Kids, I apologize for the traffic jam of unwritten blog entries which you can surely sense from wherever you repose. I’ve been trying to finish:

  1. A follow-up to Friendship, and Play, inspired by the wonderful comments you have all left and by the discussion which continued on other people’s blogs.
  2. Bookends for this week
  3. 3F for this week

And now, in the spirit of throwing yet more balls in the air, I have decided to do NaNoWriMo this year. I did it in 2007 and “won” (i.e. wrote 50,000 words in one month). I wound up liking that novel a lot, but I have not finished it. Why? First off, NaNoWriMo 2007 was followed by a massive, over-time work season for me, lasting until Easter. Then, M died. Since that time, it has been hard to write anything at all, and the growth of this blog has served, as I think I’ve mentioned, as a type of CPR.

In my regular life I also write fiction, and I have yet another half-finished novel that stalled like a car with a dry tank a few months after M died. Curiously, I wrote quite a bit on it in the 3 months after his death, but then it just…dissipated. You know how a laptop power block stays green for a few seconds after you unplug it, until the residual electricity drains from it? That was how it was for me when he died. It took me a while to realize just how dead I was, too.

But that was seventeen months ago. This blog has been pumping and blowing since the end of January. And I have been working on that stalled novel in slivers for the last couple of months. I’m beginning to think I may have enough wherewithal to write seriously again.

nanorebelHerein lies a slight problem: NaNoWriMo clearly states that you must start a brand new novel, not carry on with an old one. In 2007 this is what I did, and it was freeing, fun, and exhilarating. However, I have too many unfinished projects lying around. I want and need to finish something again. Therefore, I have decided to do NaNoWriMo but to do it on a work-in-progress. And, wouldn’t you know it, there is a whole sub-group doing just this. Somehow, I think you won’t be too shocked to read that I am officially a NaNoRebel. Hear me roar.

The 50,000 words will all be new, forward-moving words. The novel is at a point that it needs exploding, needs moving recklessly forward, needs–to put it bluntly–a kick in the arse. I have lost so much in the last two years. It feels like I don’t have much more to lose. This book isn’t going to get moving if I refrain from NaNoWriMo, and it won’t get broken by 50,000 reckless words. [Note to self: remember that.]

So, I am hereby doing NaNoWriMo the wrong way, the prohibited, unadvised way. I hereby subject my novel-in-progress to chaos, irrationality, impatience, and headlong rapidity. I fully and unconditionally subject it to bad writing. Really bad writing. Embarrassingly, time-wastingly bad writing. With crap on top.

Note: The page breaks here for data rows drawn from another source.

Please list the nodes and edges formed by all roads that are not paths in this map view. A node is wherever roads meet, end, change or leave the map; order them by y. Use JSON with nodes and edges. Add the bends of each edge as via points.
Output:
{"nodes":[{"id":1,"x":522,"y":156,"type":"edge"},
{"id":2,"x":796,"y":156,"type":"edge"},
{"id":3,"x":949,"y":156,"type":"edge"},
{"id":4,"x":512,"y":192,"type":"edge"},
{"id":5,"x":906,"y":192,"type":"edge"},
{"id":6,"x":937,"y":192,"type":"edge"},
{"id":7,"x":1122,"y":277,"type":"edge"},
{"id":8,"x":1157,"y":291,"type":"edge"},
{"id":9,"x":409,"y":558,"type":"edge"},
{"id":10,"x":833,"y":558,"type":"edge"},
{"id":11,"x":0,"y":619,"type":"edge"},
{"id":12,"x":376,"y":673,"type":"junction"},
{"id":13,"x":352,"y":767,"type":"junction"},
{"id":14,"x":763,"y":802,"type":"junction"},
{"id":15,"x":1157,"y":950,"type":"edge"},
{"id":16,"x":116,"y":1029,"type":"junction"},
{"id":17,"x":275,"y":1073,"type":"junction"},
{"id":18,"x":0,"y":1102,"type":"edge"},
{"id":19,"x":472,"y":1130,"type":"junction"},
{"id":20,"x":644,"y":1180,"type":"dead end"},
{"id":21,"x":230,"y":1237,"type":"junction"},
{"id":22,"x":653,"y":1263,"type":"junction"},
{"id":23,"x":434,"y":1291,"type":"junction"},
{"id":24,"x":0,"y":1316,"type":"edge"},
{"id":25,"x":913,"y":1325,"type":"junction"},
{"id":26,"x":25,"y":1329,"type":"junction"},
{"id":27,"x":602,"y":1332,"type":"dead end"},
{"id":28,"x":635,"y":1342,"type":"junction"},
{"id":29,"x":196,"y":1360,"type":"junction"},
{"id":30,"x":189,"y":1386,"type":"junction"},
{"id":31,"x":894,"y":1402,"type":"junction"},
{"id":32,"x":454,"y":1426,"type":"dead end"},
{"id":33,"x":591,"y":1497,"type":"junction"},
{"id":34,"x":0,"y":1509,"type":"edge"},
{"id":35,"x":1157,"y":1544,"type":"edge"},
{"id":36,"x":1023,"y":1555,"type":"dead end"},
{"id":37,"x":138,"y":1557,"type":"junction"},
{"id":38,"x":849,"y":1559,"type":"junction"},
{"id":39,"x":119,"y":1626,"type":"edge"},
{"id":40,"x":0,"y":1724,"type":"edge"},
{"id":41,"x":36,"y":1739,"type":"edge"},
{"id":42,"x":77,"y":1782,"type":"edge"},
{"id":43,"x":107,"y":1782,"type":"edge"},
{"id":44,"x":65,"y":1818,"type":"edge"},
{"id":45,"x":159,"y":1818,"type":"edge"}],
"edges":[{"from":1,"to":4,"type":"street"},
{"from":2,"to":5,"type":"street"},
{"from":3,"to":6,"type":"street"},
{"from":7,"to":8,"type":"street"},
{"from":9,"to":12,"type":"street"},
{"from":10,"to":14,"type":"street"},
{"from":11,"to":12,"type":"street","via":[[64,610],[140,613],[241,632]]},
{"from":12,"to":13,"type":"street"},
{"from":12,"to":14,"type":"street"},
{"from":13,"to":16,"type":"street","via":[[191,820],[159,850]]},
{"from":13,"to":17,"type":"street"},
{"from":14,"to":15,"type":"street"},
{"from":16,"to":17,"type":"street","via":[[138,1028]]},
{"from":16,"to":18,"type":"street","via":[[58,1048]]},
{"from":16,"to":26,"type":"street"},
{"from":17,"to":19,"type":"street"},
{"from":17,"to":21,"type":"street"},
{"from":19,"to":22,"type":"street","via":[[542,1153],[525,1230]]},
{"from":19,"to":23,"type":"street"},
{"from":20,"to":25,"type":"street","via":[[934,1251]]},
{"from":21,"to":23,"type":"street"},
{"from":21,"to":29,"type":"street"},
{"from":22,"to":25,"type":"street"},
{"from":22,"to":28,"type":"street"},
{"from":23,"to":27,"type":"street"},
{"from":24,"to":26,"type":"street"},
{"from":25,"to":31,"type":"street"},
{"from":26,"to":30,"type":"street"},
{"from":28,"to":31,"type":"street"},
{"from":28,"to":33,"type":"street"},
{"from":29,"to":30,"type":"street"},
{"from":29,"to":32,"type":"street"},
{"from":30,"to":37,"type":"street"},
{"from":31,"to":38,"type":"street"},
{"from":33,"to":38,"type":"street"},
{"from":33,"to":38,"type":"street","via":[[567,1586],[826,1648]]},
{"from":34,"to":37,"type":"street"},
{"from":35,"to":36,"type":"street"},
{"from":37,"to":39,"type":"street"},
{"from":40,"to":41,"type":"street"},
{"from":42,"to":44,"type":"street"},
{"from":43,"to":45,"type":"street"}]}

To this end, Bookends will be suspended for the month of November. 3F will continue, so long as there are writers, but I probably won’t be posting a story for it. In the interests of clearing the decks, I will finish the aforementioned incomplete posts tomorrow. Promise!

There are a few NaNoWriMo widgets in the sidebar. I believe they will soon display nifty graphs and things, but we’ll see. I’d love to hear from other NaNoWriMo-ers, particularly if you fancy some word wars.

Wish me luck, friends. If this works, it could mean… well, at least a green blade rising from the buried grain.